# TASK OBJECTIVE
Write the records out once more, exactly as they appear below.

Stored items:
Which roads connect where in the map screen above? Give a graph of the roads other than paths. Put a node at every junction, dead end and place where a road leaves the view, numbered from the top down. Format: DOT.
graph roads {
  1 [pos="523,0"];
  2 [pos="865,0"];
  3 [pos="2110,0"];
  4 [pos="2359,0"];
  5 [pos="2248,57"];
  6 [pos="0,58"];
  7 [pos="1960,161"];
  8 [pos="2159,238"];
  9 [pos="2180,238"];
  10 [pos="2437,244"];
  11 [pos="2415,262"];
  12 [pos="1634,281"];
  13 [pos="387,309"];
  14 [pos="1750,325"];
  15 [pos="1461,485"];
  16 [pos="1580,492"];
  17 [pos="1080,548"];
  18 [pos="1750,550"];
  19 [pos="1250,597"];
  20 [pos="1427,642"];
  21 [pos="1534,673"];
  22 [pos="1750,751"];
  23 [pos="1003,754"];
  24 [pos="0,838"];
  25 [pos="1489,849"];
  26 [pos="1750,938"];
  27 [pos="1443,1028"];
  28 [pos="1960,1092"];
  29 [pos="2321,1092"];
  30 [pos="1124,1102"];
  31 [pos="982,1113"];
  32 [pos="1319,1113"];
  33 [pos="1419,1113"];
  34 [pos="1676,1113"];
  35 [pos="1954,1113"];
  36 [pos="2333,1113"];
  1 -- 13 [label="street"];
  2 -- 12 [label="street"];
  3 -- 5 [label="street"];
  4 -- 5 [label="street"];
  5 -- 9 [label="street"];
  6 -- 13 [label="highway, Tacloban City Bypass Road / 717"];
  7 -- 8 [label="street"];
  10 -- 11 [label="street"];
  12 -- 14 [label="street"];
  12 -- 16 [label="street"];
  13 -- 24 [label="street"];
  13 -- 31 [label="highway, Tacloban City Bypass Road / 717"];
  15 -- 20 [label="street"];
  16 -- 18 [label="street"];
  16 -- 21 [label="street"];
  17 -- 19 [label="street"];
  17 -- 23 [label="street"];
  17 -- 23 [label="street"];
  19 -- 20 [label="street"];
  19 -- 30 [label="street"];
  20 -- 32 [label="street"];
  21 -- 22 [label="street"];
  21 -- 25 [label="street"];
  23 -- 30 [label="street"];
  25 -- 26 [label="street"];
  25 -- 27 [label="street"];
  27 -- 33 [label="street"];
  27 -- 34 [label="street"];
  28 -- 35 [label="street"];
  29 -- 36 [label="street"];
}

# RESULT FOR THIS EXERCISE
Which roads connect where in the map screen above? Give a graph of the roads other than paths. Put a node at every junction, dead end and place where a road leaves the view, numbered from the top down. Format: DOT.
graph roads {
  1 [pos="523,0"];
  2 [pos="865,0"];
  3 [pos="2110,0"];
  4 [pos="2359,0"];
  5 [pos="2248,57"];
  6 [pos="0,58"];
  7 [pos="1960,161"];
  8 [pos="2159,238"];
  9 [pos="2180,238"];
  10 [pos="2437,244"];
  11 [pos="2415,262"];
  12 [pos="1634,281"];
  13 [pos="387,309"];
  14 [pos="1750,325"];
  15 [pos="1461,485"];
  16 [pos="1580,492"];
  17 [pos="1080,548"];
  18 [pos="1750,550"];
  19 [pos="1250,597"];
  20 [pos="1427,642"];
  21 [pos="1534,673"];
  22 [pos="1750,751"];
  23 [pos="1003,754"];
  24 [pos="0,838"];
  25 [pos="1489,849"];
  26 [pos="1750,938"];
  27 [pos="1443,1028"];
  28 [pos="1960,1092"];
  29 [pos="2321,1092"];
  30 [pos="1124,1102"];
  31 [pos="982,1113"];
  32 [pos="1319,1113"];
  33 [pos="1419,1113"];
  34 [pos="1676,1113"];
  35 [pos="1954,1113"];
  36 [pos="2333,1113"];
  1 -- 13 [label="street"];
  2 -- 12 [label="street"];
  3 -- 5 [label="street"];
  4 -- 5 [label="street"];
  5 -- 9 [label="street"];
  6 -- 13 [label="highway, Tacloban City Bypass Road / 717"];
  7 -- 8 [label="street"];
  10 -- 11 [label="street"];
  12 -- 14 [label="street"];
  12 -- 16 [label="street"];
  13 -- 24 [label="street"];
  13 -- 31 [label="highway, Tacloban City Bypass Road / 717"];
  15 -- 20 [label="street"];
  16 -- 18 [label="street"];
  16 -- 21 [label="street"];
  17 -- 19 [label="street"];
  17 -- 23 [label="street"];
  17 -- 23 [label="street"];
  19 -- 20 [label="street"];
  19 -- 30 [label="street"];
  20 -- 32 [label="street"];
  21 -- 22 [label="street"];
  21 -- 25 [label="street"];
  23 -- 30 [label="street"];
  25 -- 26 [label="street"];
  25 -- 27 [label="street"];
  27 -- 33 [label="street"];
  27 -- 34 [label="street"];
  28 -- 35 [label="street"];
  29 -- 36 [label="street"];
}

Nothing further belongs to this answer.